Fawzia Peer, the acting eThekwini mayor, is keen to view footage of Thursday’s full council meeting to determine how a bottle of water suspected to be laced with paraffin was placed for her to drink. Picture: Independent Media File.

Durban -  Fawzia Peer, the acting eThekwini mayor, is keen to view footage of Thursday’s full council meeting to determine how a bottle of water suspected to be laced with paraffin was placed for her to drink.

She is expecting results of the tests on Monday. Peer told the Daily News she also wanted the name of the service provider who supplied the water.

She said she did not want to speculate on the day’s events, which resulted in her being admitted to a Durban hospital’s intensive care unit, and preferred to do her own investigation.

“I want to see how that particular bottle of water was placed on the table where I sat. I want to know who the service provider was and I want to see the video footage to see for myself what happened on that day,” she said.

Peer said she received treatment at the hospital to flush out the substance and was waiting to hear from the laboratory what it was and how harmful it was.

“I didn’t pay attention to how easy it was to open this bottle. It later clicked that the bottle was not sealed. I took a sip and got the most horrible smell as my mouth, tongue and throat burned. 

“I thank God that I got to the hospital in time and received treatment,” she said.

She said she normally struggled to open a sealed bottle of water and would often ask for help, but this time she was able to open it easily.

Other members of council who witnessed the incident said an assistant was called to inform the speaker, William Mapena, that there was an issue with the water.

Peer complained of feeling dizzy in the council chamber and was helped out of the room by colleagues. Her body­guards took her to the hospital as her condition deteriorated and she started to vomit.

“I am at home resting because I am feeling weak,” she said on Sunday. 

“I do not know if I am coming down with flu, or if it is as a result of that water. My throat, mouth and lips are still burning. I could not eat for a while, but it’s not that bad now. I am eating mild foods and trying to stay away from curries and anything spicy,” she said.
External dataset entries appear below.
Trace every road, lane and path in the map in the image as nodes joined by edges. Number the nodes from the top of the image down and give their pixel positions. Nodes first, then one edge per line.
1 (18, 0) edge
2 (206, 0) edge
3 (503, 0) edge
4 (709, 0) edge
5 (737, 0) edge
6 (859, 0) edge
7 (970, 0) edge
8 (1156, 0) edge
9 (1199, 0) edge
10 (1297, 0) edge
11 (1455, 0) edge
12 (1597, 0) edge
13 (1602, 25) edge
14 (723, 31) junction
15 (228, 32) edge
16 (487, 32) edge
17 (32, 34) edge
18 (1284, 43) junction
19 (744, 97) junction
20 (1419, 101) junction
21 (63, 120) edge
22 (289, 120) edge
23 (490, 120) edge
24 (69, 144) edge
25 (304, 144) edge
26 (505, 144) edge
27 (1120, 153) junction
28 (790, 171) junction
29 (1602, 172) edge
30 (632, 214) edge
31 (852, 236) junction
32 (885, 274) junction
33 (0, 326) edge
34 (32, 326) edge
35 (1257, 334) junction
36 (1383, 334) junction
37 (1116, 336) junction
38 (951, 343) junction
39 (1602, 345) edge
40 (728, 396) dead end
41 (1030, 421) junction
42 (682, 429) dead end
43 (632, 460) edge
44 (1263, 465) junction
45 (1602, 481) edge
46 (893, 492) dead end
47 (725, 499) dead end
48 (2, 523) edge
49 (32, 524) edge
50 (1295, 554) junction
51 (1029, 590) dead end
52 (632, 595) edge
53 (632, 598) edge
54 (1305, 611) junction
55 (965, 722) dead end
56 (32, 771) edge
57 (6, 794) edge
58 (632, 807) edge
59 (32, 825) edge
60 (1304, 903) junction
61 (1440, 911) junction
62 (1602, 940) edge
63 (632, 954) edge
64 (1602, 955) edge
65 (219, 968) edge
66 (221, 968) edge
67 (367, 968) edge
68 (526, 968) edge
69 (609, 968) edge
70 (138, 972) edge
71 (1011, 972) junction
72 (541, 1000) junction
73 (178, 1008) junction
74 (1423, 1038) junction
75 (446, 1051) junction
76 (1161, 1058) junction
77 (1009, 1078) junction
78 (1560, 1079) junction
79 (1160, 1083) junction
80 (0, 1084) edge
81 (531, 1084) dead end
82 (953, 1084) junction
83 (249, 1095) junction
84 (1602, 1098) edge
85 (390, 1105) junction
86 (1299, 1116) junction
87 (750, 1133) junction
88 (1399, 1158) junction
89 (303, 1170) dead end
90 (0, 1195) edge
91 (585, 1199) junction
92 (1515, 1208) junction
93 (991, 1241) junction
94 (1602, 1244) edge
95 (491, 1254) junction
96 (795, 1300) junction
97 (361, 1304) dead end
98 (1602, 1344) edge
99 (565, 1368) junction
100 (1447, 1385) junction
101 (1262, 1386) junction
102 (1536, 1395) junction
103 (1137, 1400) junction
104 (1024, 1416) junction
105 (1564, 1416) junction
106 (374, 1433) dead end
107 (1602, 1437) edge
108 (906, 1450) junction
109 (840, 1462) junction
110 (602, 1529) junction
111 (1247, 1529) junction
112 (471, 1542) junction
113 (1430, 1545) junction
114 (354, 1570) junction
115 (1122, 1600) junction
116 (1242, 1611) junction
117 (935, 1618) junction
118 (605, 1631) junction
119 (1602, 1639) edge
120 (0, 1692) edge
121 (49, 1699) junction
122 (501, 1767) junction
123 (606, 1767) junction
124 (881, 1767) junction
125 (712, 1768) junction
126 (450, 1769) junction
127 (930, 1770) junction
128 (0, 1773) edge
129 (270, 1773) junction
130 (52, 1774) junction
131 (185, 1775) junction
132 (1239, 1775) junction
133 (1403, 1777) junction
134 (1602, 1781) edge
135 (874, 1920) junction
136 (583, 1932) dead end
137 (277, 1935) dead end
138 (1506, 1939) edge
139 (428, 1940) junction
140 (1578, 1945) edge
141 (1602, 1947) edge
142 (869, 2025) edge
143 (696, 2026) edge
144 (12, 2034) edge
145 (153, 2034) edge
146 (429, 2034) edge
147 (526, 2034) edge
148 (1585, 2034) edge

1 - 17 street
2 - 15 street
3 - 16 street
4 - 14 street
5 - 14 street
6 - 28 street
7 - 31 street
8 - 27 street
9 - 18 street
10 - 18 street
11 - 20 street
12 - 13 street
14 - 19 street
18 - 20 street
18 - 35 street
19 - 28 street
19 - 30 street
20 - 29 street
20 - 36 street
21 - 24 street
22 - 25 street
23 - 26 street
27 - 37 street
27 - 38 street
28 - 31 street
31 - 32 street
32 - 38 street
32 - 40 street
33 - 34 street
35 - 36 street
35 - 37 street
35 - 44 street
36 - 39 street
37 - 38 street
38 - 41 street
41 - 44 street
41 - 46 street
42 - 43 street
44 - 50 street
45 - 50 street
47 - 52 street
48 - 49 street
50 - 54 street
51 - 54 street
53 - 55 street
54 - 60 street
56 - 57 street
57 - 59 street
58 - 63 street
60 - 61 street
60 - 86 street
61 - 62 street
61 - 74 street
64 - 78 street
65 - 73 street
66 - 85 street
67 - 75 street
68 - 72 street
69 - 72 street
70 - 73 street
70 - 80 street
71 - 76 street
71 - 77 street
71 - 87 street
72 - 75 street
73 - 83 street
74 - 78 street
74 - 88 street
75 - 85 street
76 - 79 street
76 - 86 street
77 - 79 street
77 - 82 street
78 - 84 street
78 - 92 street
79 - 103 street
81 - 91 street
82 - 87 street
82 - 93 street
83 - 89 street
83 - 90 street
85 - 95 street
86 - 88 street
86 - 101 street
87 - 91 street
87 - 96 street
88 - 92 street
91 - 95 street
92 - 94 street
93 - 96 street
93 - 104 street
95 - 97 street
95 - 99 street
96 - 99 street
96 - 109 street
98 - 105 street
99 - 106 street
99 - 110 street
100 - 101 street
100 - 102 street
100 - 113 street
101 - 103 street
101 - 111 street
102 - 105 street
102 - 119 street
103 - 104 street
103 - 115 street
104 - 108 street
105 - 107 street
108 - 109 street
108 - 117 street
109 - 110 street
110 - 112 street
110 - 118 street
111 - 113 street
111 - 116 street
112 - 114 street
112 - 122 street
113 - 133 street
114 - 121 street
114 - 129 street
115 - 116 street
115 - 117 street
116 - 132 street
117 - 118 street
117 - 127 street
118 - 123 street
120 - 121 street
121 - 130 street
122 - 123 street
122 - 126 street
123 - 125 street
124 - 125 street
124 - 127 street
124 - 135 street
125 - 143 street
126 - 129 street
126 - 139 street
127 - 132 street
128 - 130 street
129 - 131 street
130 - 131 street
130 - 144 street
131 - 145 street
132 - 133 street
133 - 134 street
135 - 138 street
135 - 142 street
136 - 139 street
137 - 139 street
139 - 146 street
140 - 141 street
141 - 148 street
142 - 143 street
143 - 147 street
Peer said she could not afford to get sick because she had a city to run.

She rolled up her sleeves and joined city manager Sipho Nzuza and other officials on Saturday to clean up the streets of uMlazi, which had been littered with rubbish left rotting for week because of a strike by waste collection subcontractors who claimed they had not been paid.

She said a long-term plan by the municipality to collect waste in uMlazi was to in-source the people to do the job and do away with contractors.
She said the recruitment process would take some time, but workers collecting waste in the neighbouring township would be roped in to assist in the interim.

“For example, waste collection workers from KwaMashu would be deployed to uMlazi on certain days. This is the strategy we are hoping to use for now until the recruitment process is done,” she said. 

The decision to use municipal staff came after a council decision to no longer outsource the controversial waste collection service. 

Mayor Zandile Gumede is serving a 30-day suspension while the ANC determines her future. 

Gumede was arrested and charged with fraud and corruption relating to the R208 million waste collection tender. She is alleged to have influenced the awarding of the tender to favour certain companies which, claiming they had not been paid by the municipality, apparently failed to pay their subcontractors. 

The subcontractors went on strike, leaving uMlazi with weeks of uncollected refuse.
City manager Sipho Nzuza has apparently turned State witness in the matter against Gumede and the contractors, incurring the wrath of ANC councillors who support her.